The small, white devices that fit neatly in the palm of nearly every CU student’s hand at some point throughout their college careers are an important part of their education, according to a recent research study at CU.
Research at CU has shown that the use of clickers during lecture is beneficial to students. Clicker questions have been found to better students’ understanding of the material being taught and improve performance on the clicker questions themselves.
The research on clickers was completed through CU’s Science Education Initiative. Michelle Smith, research associate and science teaching fellow at CU, is one of the 12 employees of the program. She says the initiative began a few years ago and is intended to better science education at CU as well as at other universities.
“It’s a multi-million dollar program to reform the way science is taught here at CU and then be a model for other institutions,” Smith said.
The Science Education Initiative began looking at the impact of clicker use on students during the spring semester of last year. Smith and Tin Tin Su, associate professor of MCD biology and biology researcher, worked to formulate multiple choice questions that would be presented to CU students.
Students were presented with an initial multiple choice question, which they answered independently without the influence of others. According to Su, it was found that about 50 percent of these students got the correct answer. Students were then allowed to talk with their peers about the question that they had just answered.
After students had discussed among themselves the multiple choice question, they were then asked the same question for a second time. The number of students who answered correctly then jumped to above 50 percent.
After answering the same question for a second time, students were asked another question that was different from the first question but related to the same concept.
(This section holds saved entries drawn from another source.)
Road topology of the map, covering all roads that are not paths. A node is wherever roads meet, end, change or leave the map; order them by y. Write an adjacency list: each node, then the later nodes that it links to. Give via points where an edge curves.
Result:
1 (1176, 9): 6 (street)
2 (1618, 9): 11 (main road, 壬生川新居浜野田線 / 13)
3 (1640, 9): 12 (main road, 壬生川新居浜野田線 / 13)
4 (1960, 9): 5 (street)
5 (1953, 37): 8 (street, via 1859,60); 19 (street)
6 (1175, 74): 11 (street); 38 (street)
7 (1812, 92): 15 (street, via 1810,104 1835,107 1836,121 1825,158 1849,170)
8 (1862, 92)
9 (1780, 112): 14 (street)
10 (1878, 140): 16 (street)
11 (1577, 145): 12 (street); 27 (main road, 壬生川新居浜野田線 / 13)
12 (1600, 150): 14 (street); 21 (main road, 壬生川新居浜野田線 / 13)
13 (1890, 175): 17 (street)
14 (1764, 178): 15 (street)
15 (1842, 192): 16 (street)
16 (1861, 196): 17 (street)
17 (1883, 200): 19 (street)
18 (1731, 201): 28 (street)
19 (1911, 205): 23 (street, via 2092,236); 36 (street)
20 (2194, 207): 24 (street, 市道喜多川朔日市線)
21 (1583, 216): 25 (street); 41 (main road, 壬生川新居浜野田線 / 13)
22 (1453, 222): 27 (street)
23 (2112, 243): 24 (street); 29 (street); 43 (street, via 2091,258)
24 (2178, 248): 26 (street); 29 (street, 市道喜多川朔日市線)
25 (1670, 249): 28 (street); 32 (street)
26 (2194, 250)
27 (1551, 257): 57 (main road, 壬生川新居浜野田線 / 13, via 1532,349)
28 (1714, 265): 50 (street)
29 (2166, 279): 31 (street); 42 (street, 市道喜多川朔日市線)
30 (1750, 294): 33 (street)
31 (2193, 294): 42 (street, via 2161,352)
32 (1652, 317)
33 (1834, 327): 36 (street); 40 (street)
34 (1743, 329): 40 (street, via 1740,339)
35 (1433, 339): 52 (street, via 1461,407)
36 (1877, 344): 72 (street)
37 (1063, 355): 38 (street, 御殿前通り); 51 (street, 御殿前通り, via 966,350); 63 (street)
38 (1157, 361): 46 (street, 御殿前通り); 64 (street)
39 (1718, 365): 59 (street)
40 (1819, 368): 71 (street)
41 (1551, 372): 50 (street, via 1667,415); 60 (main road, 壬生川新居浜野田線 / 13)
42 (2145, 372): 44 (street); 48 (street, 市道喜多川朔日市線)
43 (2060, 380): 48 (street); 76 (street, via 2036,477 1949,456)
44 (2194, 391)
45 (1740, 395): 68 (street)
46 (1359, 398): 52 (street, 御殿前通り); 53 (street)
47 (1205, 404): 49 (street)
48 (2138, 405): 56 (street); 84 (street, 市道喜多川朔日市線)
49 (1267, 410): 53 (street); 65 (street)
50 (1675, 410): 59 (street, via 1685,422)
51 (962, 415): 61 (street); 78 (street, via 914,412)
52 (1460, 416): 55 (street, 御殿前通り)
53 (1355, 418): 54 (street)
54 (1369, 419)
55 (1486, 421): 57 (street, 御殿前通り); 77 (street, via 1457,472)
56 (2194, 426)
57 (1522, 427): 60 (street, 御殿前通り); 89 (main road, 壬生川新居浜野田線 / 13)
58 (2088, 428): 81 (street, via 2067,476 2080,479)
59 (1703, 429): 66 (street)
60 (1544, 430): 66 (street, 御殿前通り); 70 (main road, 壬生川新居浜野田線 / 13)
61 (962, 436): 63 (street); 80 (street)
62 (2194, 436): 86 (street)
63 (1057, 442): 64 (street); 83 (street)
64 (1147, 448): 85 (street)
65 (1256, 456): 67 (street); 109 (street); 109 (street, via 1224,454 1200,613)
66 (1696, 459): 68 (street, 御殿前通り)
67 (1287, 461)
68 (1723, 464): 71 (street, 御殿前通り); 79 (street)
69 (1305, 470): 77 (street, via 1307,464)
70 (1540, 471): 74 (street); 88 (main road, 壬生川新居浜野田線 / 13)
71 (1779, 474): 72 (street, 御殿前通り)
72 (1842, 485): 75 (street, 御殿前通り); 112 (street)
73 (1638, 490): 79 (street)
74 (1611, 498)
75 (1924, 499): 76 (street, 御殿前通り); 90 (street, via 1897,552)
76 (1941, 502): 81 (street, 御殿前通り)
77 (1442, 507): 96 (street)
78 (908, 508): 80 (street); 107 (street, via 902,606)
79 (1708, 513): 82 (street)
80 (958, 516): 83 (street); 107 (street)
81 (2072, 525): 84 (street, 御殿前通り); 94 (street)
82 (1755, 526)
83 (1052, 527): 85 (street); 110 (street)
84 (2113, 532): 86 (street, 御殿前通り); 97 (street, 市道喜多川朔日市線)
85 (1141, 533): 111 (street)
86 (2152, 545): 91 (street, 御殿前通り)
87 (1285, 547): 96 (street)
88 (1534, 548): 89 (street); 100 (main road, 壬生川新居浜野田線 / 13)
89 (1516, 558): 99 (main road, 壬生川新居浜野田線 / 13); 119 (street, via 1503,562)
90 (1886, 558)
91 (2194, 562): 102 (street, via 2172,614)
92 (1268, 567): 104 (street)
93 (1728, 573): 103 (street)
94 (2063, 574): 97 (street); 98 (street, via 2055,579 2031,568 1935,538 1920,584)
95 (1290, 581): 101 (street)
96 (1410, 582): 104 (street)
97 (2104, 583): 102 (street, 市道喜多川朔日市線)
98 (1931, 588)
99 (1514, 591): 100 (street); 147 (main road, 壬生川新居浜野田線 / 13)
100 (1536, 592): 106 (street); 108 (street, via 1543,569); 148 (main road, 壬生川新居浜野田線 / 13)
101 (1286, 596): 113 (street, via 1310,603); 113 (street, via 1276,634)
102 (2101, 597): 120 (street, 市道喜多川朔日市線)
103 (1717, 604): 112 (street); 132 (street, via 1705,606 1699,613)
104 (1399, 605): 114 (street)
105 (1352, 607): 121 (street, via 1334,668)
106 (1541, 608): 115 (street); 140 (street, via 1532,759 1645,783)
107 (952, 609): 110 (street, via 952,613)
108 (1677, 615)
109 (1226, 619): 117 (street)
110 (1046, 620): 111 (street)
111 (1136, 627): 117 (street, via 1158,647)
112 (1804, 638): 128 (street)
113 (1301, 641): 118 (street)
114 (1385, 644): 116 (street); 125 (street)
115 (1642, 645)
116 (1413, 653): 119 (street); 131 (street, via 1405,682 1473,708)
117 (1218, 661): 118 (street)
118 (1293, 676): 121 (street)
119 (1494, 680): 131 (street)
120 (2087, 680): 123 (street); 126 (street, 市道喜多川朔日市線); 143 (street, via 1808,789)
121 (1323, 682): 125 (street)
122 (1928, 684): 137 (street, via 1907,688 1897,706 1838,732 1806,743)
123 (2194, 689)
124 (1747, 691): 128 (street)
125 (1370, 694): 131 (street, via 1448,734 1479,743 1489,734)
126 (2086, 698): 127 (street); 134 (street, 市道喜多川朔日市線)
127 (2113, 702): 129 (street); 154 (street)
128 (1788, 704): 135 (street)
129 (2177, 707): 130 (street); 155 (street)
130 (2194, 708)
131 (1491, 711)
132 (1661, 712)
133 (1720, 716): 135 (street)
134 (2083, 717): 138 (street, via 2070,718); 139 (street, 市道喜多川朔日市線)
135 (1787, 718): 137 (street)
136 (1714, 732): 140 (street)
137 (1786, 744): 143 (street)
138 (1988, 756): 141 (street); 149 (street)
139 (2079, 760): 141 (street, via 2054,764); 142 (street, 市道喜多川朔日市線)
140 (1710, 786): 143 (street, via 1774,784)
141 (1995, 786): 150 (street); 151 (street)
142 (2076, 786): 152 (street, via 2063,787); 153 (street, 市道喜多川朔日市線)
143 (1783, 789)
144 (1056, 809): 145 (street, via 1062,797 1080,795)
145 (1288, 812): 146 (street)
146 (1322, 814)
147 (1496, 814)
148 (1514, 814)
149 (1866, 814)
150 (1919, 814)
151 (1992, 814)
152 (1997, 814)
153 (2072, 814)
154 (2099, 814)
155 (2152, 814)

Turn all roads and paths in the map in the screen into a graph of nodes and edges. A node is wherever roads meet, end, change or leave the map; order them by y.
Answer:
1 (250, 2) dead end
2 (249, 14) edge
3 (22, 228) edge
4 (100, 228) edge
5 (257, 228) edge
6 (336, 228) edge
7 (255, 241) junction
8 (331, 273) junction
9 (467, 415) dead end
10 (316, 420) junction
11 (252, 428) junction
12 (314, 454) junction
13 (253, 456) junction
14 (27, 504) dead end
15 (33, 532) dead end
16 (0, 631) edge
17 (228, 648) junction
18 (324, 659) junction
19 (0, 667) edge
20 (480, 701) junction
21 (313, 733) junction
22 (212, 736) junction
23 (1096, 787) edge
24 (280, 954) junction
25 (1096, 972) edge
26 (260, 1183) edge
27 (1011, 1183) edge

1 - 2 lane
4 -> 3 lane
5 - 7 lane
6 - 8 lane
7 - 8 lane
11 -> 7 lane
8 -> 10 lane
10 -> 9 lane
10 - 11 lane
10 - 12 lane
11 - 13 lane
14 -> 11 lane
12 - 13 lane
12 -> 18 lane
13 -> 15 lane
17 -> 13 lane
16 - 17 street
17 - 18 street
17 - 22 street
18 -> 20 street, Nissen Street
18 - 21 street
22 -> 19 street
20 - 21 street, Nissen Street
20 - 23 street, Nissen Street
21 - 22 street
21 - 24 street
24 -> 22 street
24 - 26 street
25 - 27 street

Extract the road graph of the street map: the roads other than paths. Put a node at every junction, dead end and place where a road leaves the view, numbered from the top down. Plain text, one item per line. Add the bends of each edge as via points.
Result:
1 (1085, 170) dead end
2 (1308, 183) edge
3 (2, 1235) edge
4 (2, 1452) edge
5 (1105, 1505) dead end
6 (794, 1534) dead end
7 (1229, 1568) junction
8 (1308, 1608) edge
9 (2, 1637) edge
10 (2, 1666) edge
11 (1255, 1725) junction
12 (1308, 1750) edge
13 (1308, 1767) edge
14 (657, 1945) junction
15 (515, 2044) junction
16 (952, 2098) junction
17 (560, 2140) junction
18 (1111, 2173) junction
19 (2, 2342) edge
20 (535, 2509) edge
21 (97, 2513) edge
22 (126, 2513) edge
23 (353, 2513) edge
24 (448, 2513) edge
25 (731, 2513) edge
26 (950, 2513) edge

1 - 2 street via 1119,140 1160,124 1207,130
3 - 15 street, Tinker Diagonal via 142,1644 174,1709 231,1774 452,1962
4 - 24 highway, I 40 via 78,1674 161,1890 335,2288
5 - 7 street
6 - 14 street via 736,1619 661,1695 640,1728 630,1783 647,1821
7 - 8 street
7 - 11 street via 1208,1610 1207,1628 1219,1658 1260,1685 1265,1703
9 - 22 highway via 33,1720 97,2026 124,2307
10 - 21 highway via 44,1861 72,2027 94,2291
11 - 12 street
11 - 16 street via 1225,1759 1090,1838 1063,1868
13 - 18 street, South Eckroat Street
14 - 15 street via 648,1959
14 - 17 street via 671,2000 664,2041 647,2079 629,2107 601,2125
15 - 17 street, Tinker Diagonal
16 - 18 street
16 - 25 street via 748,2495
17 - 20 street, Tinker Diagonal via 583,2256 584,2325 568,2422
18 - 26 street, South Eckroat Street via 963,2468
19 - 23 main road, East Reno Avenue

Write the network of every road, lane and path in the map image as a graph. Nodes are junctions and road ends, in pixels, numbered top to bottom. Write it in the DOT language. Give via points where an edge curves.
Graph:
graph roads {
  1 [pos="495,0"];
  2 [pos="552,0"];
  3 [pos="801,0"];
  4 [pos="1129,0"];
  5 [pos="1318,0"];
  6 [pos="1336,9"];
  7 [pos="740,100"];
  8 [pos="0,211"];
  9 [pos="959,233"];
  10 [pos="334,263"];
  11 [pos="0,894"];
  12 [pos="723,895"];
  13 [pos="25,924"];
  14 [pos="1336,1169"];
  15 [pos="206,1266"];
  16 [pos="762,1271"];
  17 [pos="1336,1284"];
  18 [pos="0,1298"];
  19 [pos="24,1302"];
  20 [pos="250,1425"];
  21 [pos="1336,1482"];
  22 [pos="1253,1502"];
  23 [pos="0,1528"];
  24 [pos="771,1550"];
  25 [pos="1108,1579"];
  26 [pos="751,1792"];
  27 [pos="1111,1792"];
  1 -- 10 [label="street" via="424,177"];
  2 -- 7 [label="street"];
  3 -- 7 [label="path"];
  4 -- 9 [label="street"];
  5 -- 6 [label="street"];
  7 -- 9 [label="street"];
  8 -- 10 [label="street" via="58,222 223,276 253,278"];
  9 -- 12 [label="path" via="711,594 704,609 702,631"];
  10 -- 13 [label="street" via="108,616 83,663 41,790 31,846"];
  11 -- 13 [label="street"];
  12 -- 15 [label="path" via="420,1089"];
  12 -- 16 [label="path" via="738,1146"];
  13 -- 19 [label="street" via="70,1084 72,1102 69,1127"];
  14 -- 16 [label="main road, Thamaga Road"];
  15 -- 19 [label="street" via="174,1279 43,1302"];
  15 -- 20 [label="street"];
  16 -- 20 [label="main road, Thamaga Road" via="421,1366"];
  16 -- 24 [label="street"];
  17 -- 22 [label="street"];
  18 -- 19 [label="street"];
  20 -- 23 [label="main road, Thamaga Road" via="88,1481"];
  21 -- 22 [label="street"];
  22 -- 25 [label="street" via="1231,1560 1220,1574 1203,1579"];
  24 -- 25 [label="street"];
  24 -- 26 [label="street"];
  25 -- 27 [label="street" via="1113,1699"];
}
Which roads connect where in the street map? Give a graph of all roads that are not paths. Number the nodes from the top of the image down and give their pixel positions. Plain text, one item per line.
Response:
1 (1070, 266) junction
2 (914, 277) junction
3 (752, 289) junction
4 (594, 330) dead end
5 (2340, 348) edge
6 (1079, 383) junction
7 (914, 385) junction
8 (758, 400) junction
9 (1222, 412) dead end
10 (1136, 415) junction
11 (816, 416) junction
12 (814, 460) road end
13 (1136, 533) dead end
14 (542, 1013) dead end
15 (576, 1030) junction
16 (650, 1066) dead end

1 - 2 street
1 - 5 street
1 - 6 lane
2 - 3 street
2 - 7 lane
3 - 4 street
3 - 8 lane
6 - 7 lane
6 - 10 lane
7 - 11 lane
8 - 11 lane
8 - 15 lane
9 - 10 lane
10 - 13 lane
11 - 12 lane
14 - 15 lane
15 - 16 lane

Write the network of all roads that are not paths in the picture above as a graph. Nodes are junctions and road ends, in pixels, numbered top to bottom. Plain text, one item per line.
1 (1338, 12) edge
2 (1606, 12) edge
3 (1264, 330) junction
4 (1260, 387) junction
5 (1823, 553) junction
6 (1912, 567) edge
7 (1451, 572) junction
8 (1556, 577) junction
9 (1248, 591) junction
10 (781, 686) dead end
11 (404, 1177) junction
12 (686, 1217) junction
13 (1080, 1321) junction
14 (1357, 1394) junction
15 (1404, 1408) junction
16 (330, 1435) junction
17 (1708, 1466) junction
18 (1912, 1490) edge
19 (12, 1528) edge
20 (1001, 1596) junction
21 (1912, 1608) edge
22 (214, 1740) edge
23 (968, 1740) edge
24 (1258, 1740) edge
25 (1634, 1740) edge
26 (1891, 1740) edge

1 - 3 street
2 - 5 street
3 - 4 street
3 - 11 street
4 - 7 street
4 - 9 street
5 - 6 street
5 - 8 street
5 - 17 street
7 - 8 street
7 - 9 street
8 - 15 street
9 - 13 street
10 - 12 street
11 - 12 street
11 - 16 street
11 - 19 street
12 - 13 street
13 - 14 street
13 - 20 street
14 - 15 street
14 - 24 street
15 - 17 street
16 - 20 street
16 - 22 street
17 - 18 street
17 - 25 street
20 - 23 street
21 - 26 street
They were not allowed to talk among themselves before answering this question, and yet still greater than 50 percent of the students answered it correctly.
This showed researchers the peer discussion that occurred between the first and second answers submitted by students was in fact reinforcing key concepts that were being taught.
The discussion was beneficial enough that even when students were asked a completely different question pertaining to the same subject matter, they could still submit correct answers independently.
Some students also shared with the researchers that while talking in groups with their peers, they found that none of the group members knew what the correct answer was. Through discussion and piecing together what knowledge they did have, however, they were able to come up with the right answer.
The questions presented to the students during the experiment were not questions of rote memorization. They required the use of problem solving that was applied in the same way to the two different questions posed, Su said.
“All the questions that we were asking…none of them were recall questions…they were all problem solving questions,” Su said.
Although the peer discussion promoted by the use of clickers is helpful in understanding key concepts taught during lecture, CU students say they have mixed feelings about clickers.
“I think it’s good to get people to participate and engage in the material but when it’s hurting your grade and you’re in class every day and you get points off even when you’re participating it’s kind of lame,” said Jessica Finver, a 22-year-old senior architecture major.
Ben Sarvey, a 23-year-old junior mechanical engineering major, expressed a similar view.
“I don’t like when they use it for grading purposes, but I don’t mind clickers; clickers are fine in general,” Sarvey said.
Other students say they dislike clickers, however, and even choose not to purchase them in the first place.
“There are some kids that I’ve seen in my clicker classes that will never buy a clicker…and they’ll just get a zero for all their clicker points,” said Pamela Finver, an 18-year-old freshman studio arts major.
The research that Su and Smith completed has shown that clickers have the potential to promote discussion that aids in teaching key concepts, but does the knowledge of concepts taught through peer discussion last in the long run.
“That we don’t know,” Su said.
It is a question that has certainly interested both Su and Smith in the past, and they are considering pursuing research on the matter in the future.
“That is something that we’ve definitely thought about but haven’t pursued in a very serious way yet,” Smith said.
Both Su and Smith stress that this particular experiment exemplifies not that the clickers themselves, but rather the kinds of questions teachers pose during clicker activities and the discussions that these questions initiate, aid students in learning.
“Our study is looking at benefits of peer interaction,” Smith said.